I'd like to give the Tampa Bay Buccaneers some patience. I really like their new coach, he looks like he knows what he's doing. They've been terrible this year and I'm already hearing that he's on the hot seat. I'd like to see him get a couple of more years, I think he may be worth holding onto. If I can't get them patience, how about just a truckload of their old uniforms so they can start wearing them again. Those things were great.

The Carolina Panthers obviously need a quaterback, and I'm here to help. No, they can't have an Elway clone. They need the number one pick. It's too late for this year, so I have to work for next year. What's the best way to get to 0-16 and the number one pick in the 2011 draft. Four words: New coach Rod Marinelli. We can make this happen Carolina, together.

I wish I could get the New Orleans Saints tickets to Miami for the Superbowl, but they just seem to be cracking a little at the wrong time. I hope I'm wrong about this, I'd love to see them bring a championship back to New Orleans. I feel like the Saints may need a new name too. I know, Saints makes good sense for the city, but I'm not really afraid of the Saints. Ohhh, the Saints are coming to get me. See what I mean? How about the New Orleans Swamp Monsters? No. The New Orleans Witch Doctors? Closer. Got it. The New Orleans Voodoo. Done.

The Atlanta Falcons may have been the hardest team to shop for. After a promising season last year, this season has been one disaster after another. Matt Ryan almost murdered my fantasy team all by himself (luckily for me, neither Matt Ryan's toe or Ronnie Brown's annual season ending injury can stop Chris Johnson from carrying me to a championship). Honestly, I just don't care that much about The Falcons. What do you get for the people you don't care about? That's right, I'm sending the Falcons a fruit cake.

Next up, the St. Louis Rams. What do you get for the team that has nothing? I may need a loan for this one, but I think I'm getting them a new stadium. I know they aren't the only dome team, but there's something about the Rams' dome that I especially don't like and while I can't afford a new stadium for every dome team, I'm hoping my generosity will inspire others to buy new stadiums for all the dome teams. That's my campaign slogan when I run for President, "An end to dome football in our lifetime."

I'd like to get the San Francisco 49ers some talent. Mike Singletary is my favorite NFL coach, narrowly beating out Mike Tomlin. When I take over ownership of the Redskins, I'm offering him whatever he wants to come be my new coach. Problem is, his team is terrible. His awesome coaching has them scratching out 6 to 8 wins a year, instead of the 2 they ought to be getting, so they don't get high draft picks and they don't get any better. They're trapped in some sort of crazy loop of great coaching and terrible players, I need to step in and free them.

The Arizona Cardinals play in University of Arizona stadium. That's kind of embarrassing, right? It's not like Arizona's even a great football school. Cardinal stadium would be boring, that's not any better. I need to get them some corporate sponsorship. Something that fits their distinguished history. Something that says perpetual failure. Wait, actually, forget the corporate sponsorship, Arizona Cardinal stadium might be perfect.
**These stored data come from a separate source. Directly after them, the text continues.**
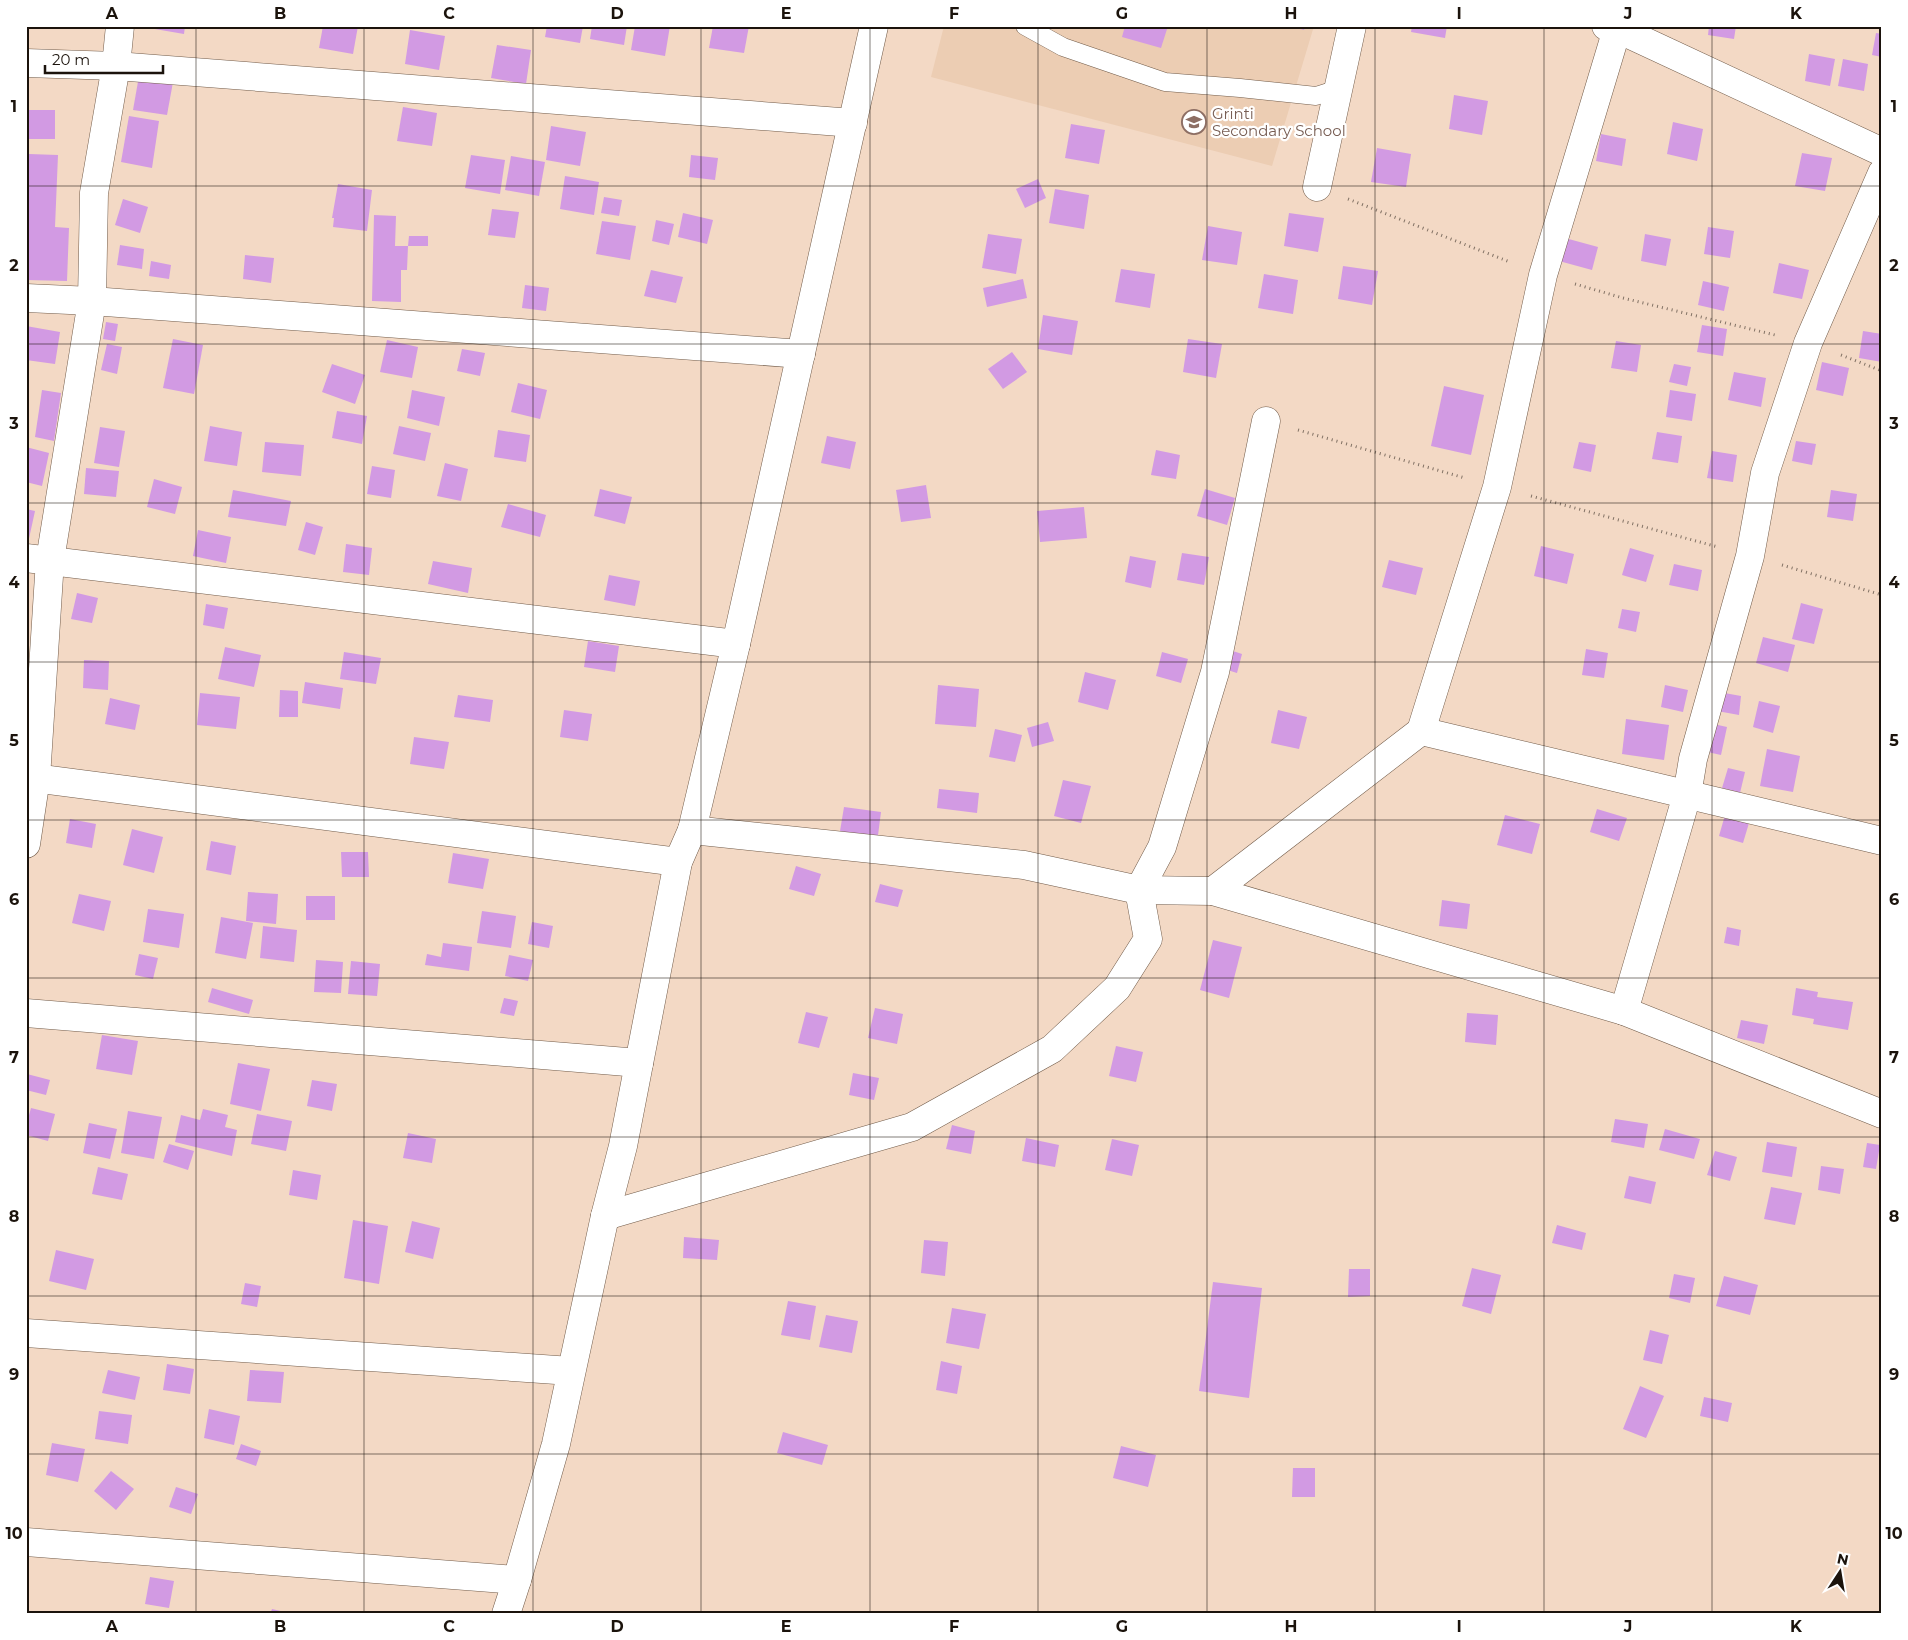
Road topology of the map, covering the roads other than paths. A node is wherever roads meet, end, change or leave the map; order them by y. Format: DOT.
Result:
graph roads {
  1 [pos="120,26"];
  2 [pos="874,26"];
  3 [pos="1025,26"];
  4 [pos="1352,26"];
  5 [pos="1614,27"];
  6 [pos="26,62"];
  7 [pos="116,66"];
  8 [pos="1338,89"];
  9 [pos="853,123"];
  10 [pos="1882,152"];
  11 [pos="1882,173"];
  12 [pos="1317,187"];
  13 [pos="26,298"];
  14 [pos="92,301"];
  15 [pos="801,354"];
  16 [pos="1266,421"];
  17 [pos="38,559"];
  18 [pos="736,644"];
  19 [pos="1421,731"];
  20 [pos="31,777"];
  21 [pos="1687,795"];
  22 [pos="692,830"];
  23 [pos="1882,841"];
  24 [pos="26,844"];
  25 [pos="678,862"];
  26 [pos="1139,890"];
  27 [pos="1213,891"];
  28 [pos="1624,1011"];
  29 [pos="26,1013"];
  30 [pos="639,1063"];
  31 [pos="1882,1114"];
  32 [pos="605,1216"];
  33 [pos="26,1333"];
  34 [pos="571,1371"];
  35 [pos="26,1542"];
  36 [pos="517,1580"];
  37 [pos="506,1614"];
  1 -- 7 [label="street"];
  2 -- 9 [label="street"];
  3 -- 8 [label="lane"];
  4 -- 8 [label="street"];
  5 -- 10 [label="street"];
  5 -- 19 [label="street"];
  6 -- 7 [label="street"];
  7 -- 9 [label="street"];
  7 -- 14 [label="street"];
  8 -- 12 [label="street"];
  9 -- 15 [label="street"];
  11 -- 21 [label="street"];
  13 -- 14 [label="street"];
  14 -- 15 [label="street"];
  14 -- 17 [label="street"];
  15 -- 18 [label="street"];
  16 -- 26 [label="street"];
  17 -- 18 [label="street"];
  17 -- 20 [label="street"];
  18 -- 22 [label="street"];
  19 -- 21 [label="street"];
  19 -- 27 [label="street"];
  20 -- 24 [label="street"];
  20 -- 25 [label="street"];
  21 -- 23 [label="street"];
  21 -- 28 [label="street"];
  22 -- 25 [label="street"];
  22 -- 26 [label="street"];
  25 -- 30 [label="street"];
  26 -- 27 [label="street"];
  26 -- 32 [label="street"];
  27 -- 28 [label="street"];
  28 -- 31 [label="street"];
  29 -- 30 [label="street"];
  30 -- 32 [label="street"];
  32 -- 34 [label="street"];
  33 -- 34 [label="street"];
  34 -- 36 [label="street"];
  35 -- 36 [label="street"];
  36 -- 37 [label="street"];
}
I was ready to move the Seattle Seahawks to Canada too, because ideally, we'd like to have an even number of teams after I move the Browns. But Seattle just had the Sonics stolen from them, and I couldn't do it to the good people of Seattle. In fact, I think the Seahawks and their fans deserve something special. I may need some help on this. Can we get them Pearl Jam to play a concert before every home game? How awesome would that be? I could also kidnap the Sonics from Oklahoma and bring them back to Seattle, but then Oklahoma would steal them back again. Eventually, I'd wind up having to destroy the entire state of Oklahoma, I'm not sure I'm up for that.